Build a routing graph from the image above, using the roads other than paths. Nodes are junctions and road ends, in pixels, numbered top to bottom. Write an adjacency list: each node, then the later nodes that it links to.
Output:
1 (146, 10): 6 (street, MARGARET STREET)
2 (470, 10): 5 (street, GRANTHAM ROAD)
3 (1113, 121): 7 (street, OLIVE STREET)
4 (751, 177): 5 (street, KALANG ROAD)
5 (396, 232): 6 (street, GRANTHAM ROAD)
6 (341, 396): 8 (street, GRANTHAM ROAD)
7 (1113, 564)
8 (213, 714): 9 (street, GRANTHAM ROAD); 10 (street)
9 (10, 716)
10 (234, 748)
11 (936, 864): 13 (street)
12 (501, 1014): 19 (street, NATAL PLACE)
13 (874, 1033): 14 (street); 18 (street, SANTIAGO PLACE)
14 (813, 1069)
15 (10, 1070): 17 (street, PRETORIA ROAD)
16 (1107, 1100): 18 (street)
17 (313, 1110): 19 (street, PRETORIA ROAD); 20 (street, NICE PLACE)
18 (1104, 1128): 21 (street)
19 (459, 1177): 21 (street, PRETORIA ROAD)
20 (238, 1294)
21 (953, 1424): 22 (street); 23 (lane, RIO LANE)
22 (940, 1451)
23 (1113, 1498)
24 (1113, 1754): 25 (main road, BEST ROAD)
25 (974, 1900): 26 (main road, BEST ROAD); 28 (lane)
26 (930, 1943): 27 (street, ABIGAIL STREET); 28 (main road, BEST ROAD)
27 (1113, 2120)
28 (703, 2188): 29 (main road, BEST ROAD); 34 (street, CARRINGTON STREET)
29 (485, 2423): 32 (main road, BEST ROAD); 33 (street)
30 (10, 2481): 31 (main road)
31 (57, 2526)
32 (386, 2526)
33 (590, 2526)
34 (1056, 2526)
..............................
The task: Would you return every line of the data above exactly?

Result of this exercise:
Build a routing graph from the image above, using the roads other than paths. Nodes are junctions and road ends, in pixels, numbered top to bottom. Write an adjacency list: each node, then the later nodes that it links to.
Output:
1 (146, 10): 6 (street, MARGARET STREET)
2 (470, 10): 5 (street, GRANTHAM ROAD)
3 (1113, 121): 7 (street, OLIVE STREET)
4 (751, 177): 5 (street, KALANG ROAD)
5 (396, 232): 6 (street, GRANTHAM ROAD)
6 (341, 396): 8 (street, GRANTHAM ROAD)
7 (1113, 564)
8 (213, 714): 9 (street, GRANTHAM ROAD); 10 (street)
9 (10, 716)
10 (234, 748)
11 (936, 864): 13 (street)
12 (501, 1014): 19 (street, NATAL PLACE)
13 (874, 1033): 14 (street); 18 (street, SANTIAGO PLACE)
14 (813, 1069)
15 (10, 1070): 17 (street, PRETORIA ROAD)
16 (1107, 1100): 18 (street)
17 (313, 1110): 19 (street, PRETORIA ROAD); 20 (street, NICE PLACE)
18 (1104, 1128): 21 (street)
19 (459, 1177): 21 (street, PRETORIA ROAD)
20 (238, 1294)
21 (953, 1424): 22 (street); 23 (lane, RIO LANE)
22 (940, 1451)
23 (1113, 1498)
24 (1113, 1754): 25 (main road, BEST ROAD)
25 (974, 1900): 26 (main road, BEST ROAD); 28 (lane)
26 (930, 1943): 27 (street, ABIGAIL STREET); 28 (main road, BEST ROAD)
27 (1113, 2120)
28 (703, 2188): 29 (main road, BEST ROAD); 34 (street, CARRINGTON STREET)
29 (485, 2423): 32 (main road, BEST ROAD); 33 (street)
30 (10, 2481): 31 (main road)
31 (57, 2526)
32 (386, 2526)
33 (590, 2526)
34 (1056, 2526)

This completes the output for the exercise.